Code Used To Attack Google Now Public

itwbennett writes "The IE attack code used in last month's attack on Google and 33 other companies was submitted for analysis Thursday on the Wepawet malware analysis Web site. One day after being made publicly available, it had been included in at least one hacking tool and could be seen in online attacks, according to Dave Marcus, director of security research and communications at McAfee. Marcus noted that the attack is very reliable on IE 6 running on Windows XP, and could possibly be modified to work on newer versions of IE."

Thank god I run IE4!

[Peter+Steil]

Seems like running IE4 on windows 95 has paid off....finally! Now if only active desktop worked properly...

Re:This is shocking!

[eihab]

Yet you test your sites on IE6. Is the time not long past where you should just be displaying the same sort of message to IE6 users you would to $random_unsupported browser, or better yet the same one you give to $random_vulnerable browser

I'm afraid if I do that I'll be jobless and unable to pay my mortgage.

My company has high-profile clients who run IE6. I've lectured on-and-on about what a terrible browser IE6 is. But at the end of the day, if SVP of Marketing is running IE6 because of their IT department, and they look at the site and it's broken, then guess who they get to blame?

I happen to do freelance work on the side (for extra s*its-and-giggles), and when I do that I run the show and basically say "If you want IE6 support, you have to pay $X,000 extra." and honestly, if the project is not that challenging I will just refuse to take it regardless of how many zeros are in-front of the decimals on the check.
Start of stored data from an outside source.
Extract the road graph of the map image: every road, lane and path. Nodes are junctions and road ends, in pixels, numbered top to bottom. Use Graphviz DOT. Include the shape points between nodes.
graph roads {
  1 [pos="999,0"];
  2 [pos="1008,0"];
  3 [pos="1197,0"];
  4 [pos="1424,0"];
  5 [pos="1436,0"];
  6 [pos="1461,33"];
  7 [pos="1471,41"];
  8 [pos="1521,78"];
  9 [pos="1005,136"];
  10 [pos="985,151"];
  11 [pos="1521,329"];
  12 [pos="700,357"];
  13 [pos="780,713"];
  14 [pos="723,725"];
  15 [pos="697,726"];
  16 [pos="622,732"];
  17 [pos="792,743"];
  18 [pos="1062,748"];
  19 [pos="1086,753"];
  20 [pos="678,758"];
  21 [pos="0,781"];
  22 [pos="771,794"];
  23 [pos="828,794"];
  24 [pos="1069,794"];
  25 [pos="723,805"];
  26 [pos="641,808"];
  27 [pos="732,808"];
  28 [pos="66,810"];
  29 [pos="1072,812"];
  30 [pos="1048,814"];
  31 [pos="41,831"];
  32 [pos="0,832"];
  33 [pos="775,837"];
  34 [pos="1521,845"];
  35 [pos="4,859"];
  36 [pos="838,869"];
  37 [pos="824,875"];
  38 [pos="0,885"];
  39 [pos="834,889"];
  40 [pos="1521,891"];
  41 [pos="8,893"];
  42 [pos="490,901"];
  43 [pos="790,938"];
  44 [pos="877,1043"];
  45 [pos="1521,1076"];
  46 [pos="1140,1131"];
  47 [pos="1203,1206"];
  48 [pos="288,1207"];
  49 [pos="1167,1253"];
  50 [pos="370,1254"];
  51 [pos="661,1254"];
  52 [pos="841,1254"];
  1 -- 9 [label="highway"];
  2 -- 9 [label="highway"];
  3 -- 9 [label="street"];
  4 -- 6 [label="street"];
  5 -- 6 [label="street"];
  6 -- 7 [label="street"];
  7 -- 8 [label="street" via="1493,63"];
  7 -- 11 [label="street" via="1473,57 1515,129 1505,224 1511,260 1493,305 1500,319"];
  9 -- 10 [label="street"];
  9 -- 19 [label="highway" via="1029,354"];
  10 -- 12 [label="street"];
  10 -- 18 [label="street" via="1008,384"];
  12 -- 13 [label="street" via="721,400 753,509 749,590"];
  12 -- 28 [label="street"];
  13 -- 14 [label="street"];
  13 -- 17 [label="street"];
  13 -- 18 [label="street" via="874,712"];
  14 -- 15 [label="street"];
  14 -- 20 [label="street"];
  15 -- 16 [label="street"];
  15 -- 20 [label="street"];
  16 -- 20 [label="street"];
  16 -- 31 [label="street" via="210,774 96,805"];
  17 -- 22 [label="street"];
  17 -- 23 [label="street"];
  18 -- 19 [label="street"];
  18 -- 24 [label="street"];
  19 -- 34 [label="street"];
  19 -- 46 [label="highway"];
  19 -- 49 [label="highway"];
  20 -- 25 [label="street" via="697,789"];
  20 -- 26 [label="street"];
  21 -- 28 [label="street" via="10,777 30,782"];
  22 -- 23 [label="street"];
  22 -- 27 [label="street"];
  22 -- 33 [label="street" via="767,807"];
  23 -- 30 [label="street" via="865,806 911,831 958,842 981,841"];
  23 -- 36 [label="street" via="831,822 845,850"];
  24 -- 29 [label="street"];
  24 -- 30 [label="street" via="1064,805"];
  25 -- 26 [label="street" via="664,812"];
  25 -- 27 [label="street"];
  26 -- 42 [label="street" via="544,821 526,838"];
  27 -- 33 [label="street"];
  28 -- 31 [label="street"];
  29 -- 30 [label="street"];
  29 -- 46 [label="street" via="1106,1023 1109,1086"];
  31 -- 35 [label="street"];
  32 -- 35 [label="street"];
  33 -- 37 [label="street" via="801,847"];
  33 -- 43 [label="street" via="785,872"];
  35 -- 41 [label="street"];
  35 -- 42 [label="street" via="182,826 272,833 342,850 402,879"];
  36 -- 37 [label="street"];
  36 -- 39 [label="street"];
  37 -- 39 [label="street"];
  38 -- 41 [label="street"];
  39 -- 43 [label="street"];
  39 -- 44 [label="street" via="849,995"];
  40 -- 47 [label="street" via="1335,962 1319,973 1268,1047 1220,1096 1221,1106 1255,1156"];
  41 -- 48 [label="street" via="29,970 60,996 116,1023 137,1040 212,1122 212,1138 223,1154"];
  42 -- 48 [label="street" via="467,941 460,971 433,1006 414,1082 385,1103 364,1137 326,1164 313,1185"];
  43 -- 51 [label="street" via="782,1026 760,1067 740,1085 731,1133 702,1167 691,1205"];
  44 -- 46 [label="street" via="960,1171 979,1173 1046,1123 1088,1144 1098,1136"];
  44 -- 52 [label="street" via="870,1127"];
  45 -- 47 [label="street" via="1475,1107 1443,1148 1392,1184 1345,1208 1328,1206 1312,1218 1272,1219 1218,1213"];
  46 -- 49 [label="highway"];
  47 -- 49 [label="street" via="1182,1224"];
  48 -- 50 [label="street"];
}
I _hate_ IE6 with a passion (and 7 and somewhat 8 for that matter), but I have to do what I have to do to pay mortgage, keep the lights on and feed the kids.

It's not _that_ self demising. The main reason I get up and go to work everyday is to provide for my family. I may enjoy it and I may not sometimes, but that's not the question, it's what gets the job done for my (our) clients that will pay for the life-style I've chosen to take.

If it was up to me to do things I enjoy, I would probably play WOW, eat pizza and masturbate all day long. Happy now?

Video of the Exploit in Action

[danielkennedy74]

The following links to an example of using this vulnerability in Metasploit to compromise a user's PC, in essence what happened to users at Google and some 30 other companies via bad actors assumed to be Chinese Nationals: http://praetorianprefect.com/archives/2010/01/the-aurora-ie-exploit-in-action/

Re:Example?

[eihab]

Can you give us some of those "good reasons"?

I can. I did some contracting work for a company before that ran some specialized software that cannot run on anything past XP.

The software they used modeled their business and also ran their books (accounting, employee hours, etc.).

They were not a computer shop, and couldn't possibly fathom why they needed to upgrade their machines.

Their sentiment was: we paid $xx,000 for this software, and we can't even begin to imagine life without it. It's quirky and does some things it shouldn't do, but it works good enough.

I'm not saying it was the best solution to stay with what they had, but honestly, it did work and everyone (non-techies) were very proficient at it (they even learned the shortcuts for crying out loud!).

It's hard for us geeks to understand that people can run s*itty software and be "ok" with it. But they have different measures of what's tolerable and what is not, be it ROI, comfort zone or overhead of re-training staff.

And yes, they believed in the software so much that they shaped their business and processes around it. Sad, but it happens, everyday.